## WHAT TO WORK ON
Exact reproduction of all the data is required, with pictures excluded.

==== SOURCE RECORDS ====

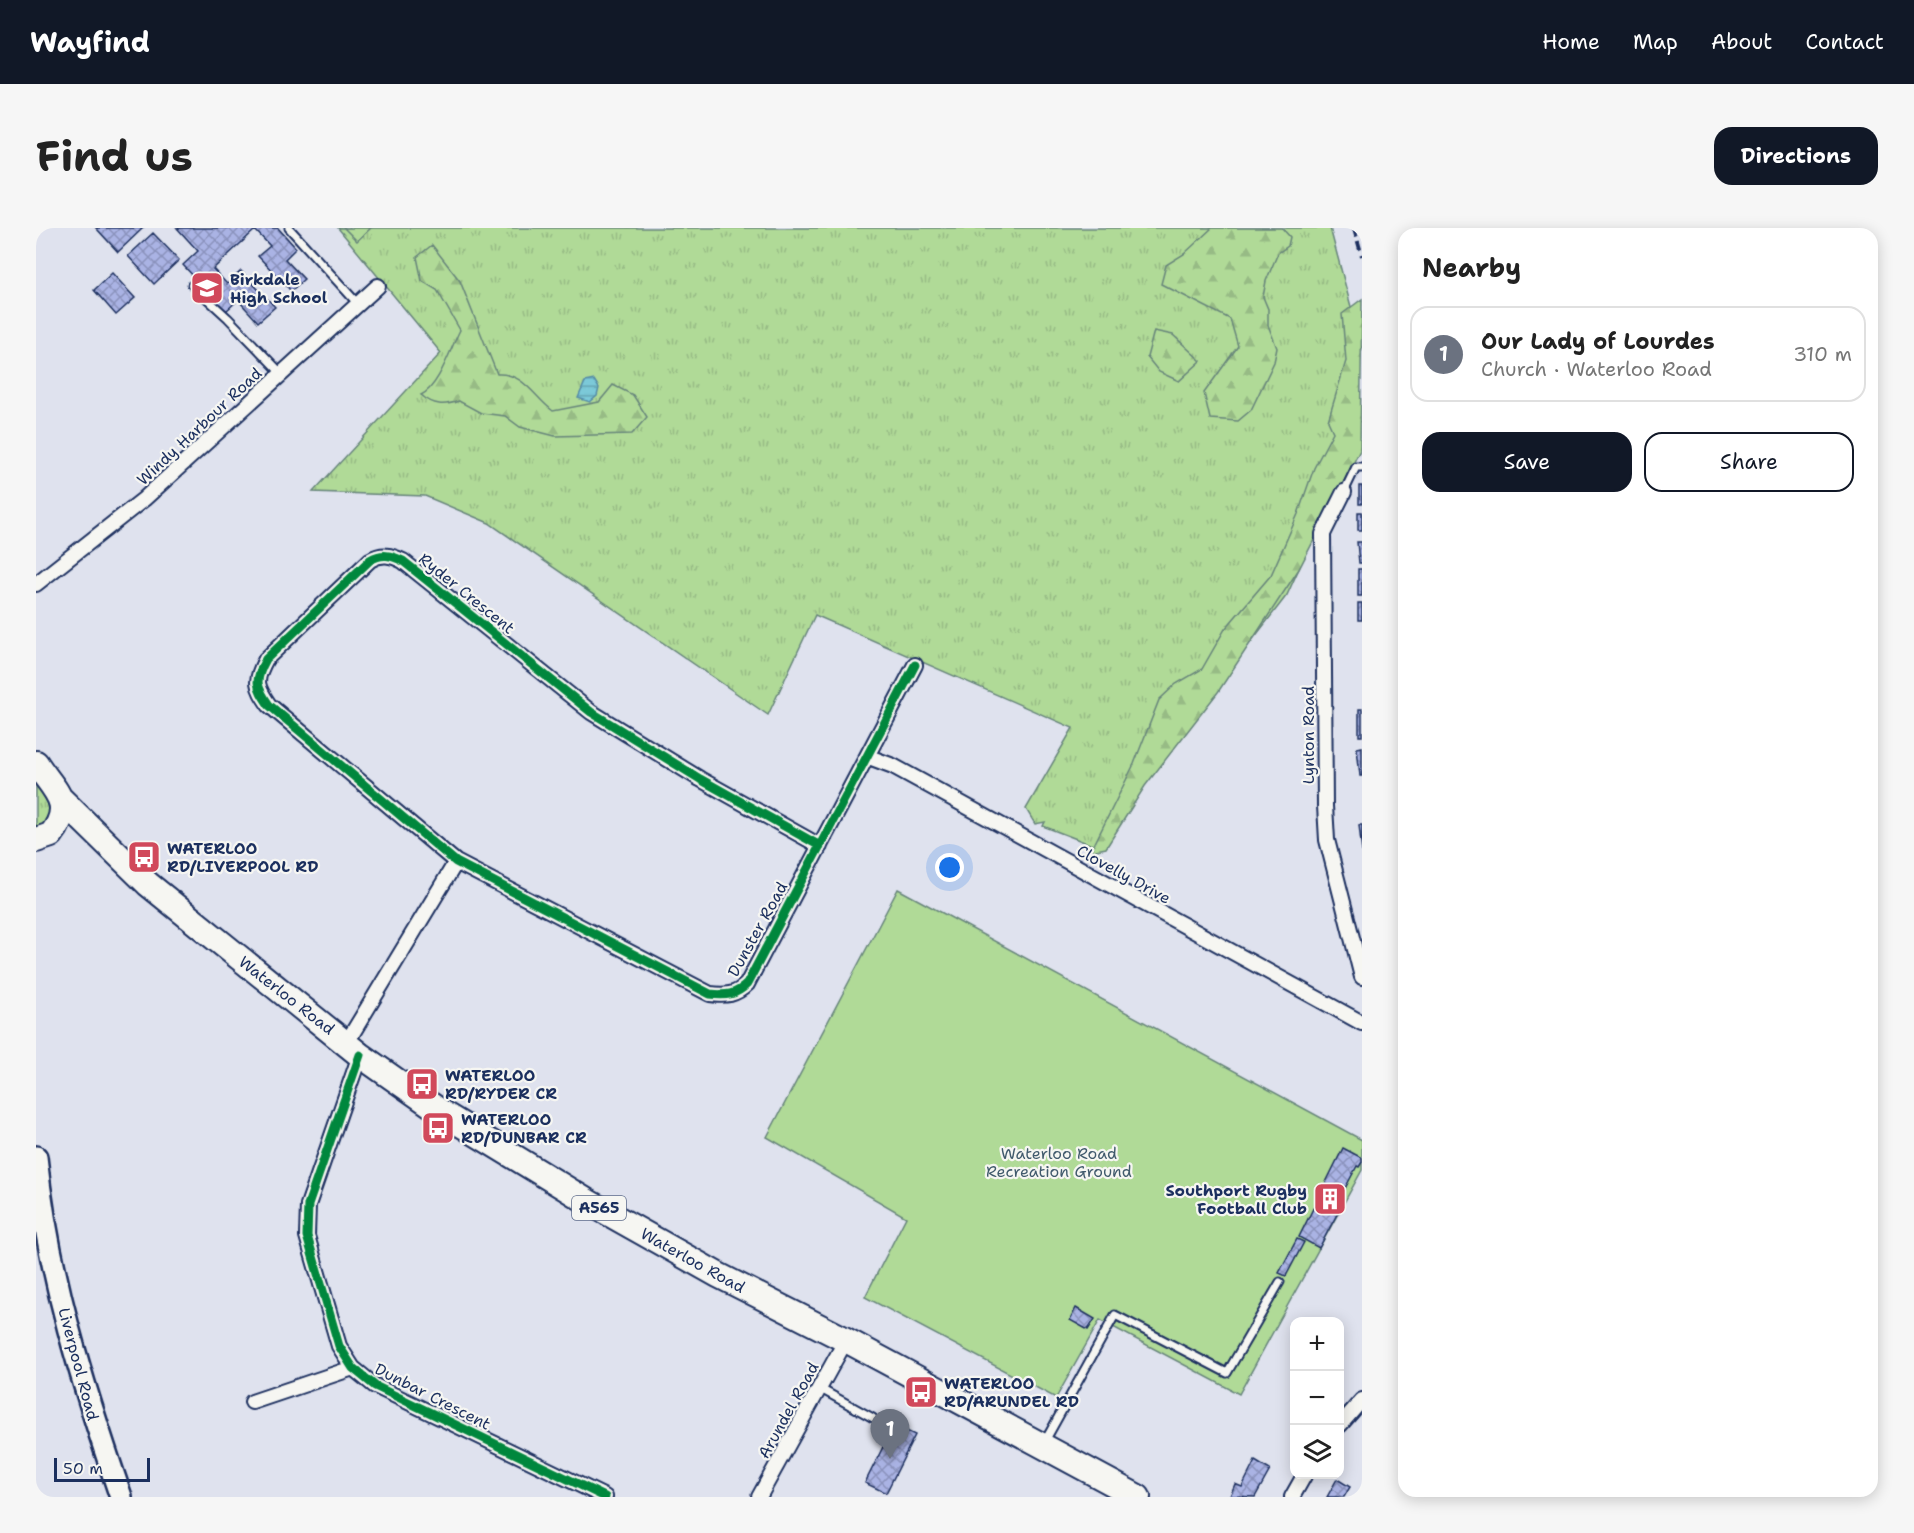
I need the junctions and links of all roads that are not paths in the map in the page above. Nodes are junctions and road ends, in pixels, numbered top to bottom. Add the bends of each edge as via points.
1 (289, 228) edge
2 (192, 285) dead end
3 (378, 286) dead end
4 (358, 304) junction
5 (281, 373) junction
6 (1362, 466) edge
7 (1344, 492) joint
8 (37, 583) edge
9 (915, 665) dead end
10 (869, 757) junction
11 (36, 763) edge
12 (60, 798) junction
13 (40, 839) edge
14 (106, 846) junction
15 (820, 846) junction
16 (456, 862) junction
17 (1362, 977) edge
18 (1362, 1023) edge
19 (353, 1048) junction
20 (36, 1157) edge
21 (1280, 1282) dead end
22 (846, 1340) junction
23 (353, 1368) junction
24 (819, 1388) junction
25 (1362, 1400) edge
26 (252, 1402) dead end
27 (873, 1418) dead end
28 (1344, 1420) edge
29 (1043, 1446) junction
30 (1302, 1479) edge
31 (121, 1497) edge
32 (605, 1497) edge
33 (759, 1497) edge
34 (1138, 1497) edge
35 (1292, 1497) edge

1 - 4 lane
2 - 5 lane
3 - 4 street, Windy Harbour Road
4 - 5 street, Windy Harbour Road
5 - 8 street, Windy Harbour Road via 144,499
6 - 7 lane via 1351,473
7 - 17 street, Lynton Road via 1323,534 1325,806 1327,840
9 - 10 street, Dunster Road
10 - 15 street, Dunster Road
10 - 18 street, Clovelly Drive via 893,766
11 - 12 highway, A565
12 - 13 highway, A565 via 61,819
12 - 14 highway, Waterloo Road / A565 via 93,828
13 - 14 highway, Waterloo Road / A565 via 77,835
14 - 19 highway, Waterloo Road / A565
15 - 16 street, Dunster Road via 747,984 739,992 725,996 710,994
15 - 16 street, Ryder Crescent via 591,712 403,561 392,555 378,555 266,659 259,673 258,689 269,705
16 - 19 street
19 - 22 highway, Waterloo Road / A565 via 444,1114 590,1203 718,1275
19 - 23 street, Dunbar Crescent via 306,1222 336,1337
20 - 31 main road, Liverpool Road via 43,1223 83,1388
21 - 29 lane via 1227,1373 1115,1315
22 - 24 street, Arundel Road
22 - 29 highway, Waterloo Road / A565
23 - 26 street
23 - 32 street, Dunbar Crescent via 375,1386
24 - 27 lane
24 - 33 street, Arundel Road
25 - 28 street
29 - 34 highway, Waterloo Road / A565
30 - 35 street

====

## RESULT FOR THIS TASK
I need the junctions and links of all roads that are not paths in the map in the page above. Nodes are junctions and road ends, in pixels, numbered top to bottom. Add the bends of each edge as via points.
1 (289, 228) edge
2 (192, 285) dead end
3 (378, 286) dead end
4 (358, 304) junction
5 (281, 373) junction
6 (1362, 466) edge
7 (1344, 492) joint
8 (37, 583) edge
9 (915, 665) dead end
10 (869, 757) junction
11 (36, 763) edge
12 (60, 798) junction
13 (40, 839) edge
14 (106, 846) junction
15 (820, 846) junction
16 (456, 862) junction
17 (1362, 977) edge
18 (1362, 1023) edge
19 (353, 1048) junction
20 (36, 1157) edge
21 (1280, 1282) dead end
22 (846, 1340) junction
23 (353, 1368) junction
24 (819, 1388) junction
25 (1362, 1400) edge
26 (252, 1402) dead end
27 (873, 1418) dead end
28 (1344, 1420) edge
29 (1043, 1446) junction
30 (1302, 1479) edge
31 (121, 1497) edge
32 (605, 1497) edge
33 (759, 1497) edge
34 (1138, 1497) edge
35 (1292, 1497) edge

1 - 4 lane
2 - 5 lane
3 - 4 street, Windy Harbour Road
4 - 5 street, Windy Harbour Road
5 - 8 street, Windy Harbour Road via 144,499
6 - 7 lane via 1351,473
7 - 17 street, Lynton Road via 1323,534 1325,806 1327,840
9 - 10 street, Dunster Road
10 - 15 street, Dunster Road
10 - 18 street, Clovelly Drive via 893,766
11 - 12 highway, A565
12 - 13 highway, A565 via 61,819
12 - 14 highway, Waterloo Road / A565 via 93,828
13 - 14 highway, Waterloo Road / A565 via 77,835
14 - 19 highway, Waterloo Road / A565
15 - 16 street, Dunster Road via 747,984 739,992 725,996 710,994
15 - 16 street, Ryder Crescent via 591,712 403,561 392,555 378,555 266,659 259,673 258,689 269,705
16 - 19 street
19 - 22 highway, Waterloo Road / A565 via 444,1114 590,1203 718,1275
19 - 23 street, Dunbar Crescent via 306,1222 336,1337
20 - 31 main road, Liverpool Road via 43,1223 83,1388
21 - 29 lane via 1227,1373 1115,1315
22 - 24 street, Arundel Road
22 - 29 highway, Waterloo Road / A565
23 - 26 street
23 - 32 street, Dunbar Crescent via 375,1386
24 - 27 lane
24 - 33 street, Arundel Road
25 - 28 street
29 - 34 highway, Waterloo Road / A565
30 - 35 street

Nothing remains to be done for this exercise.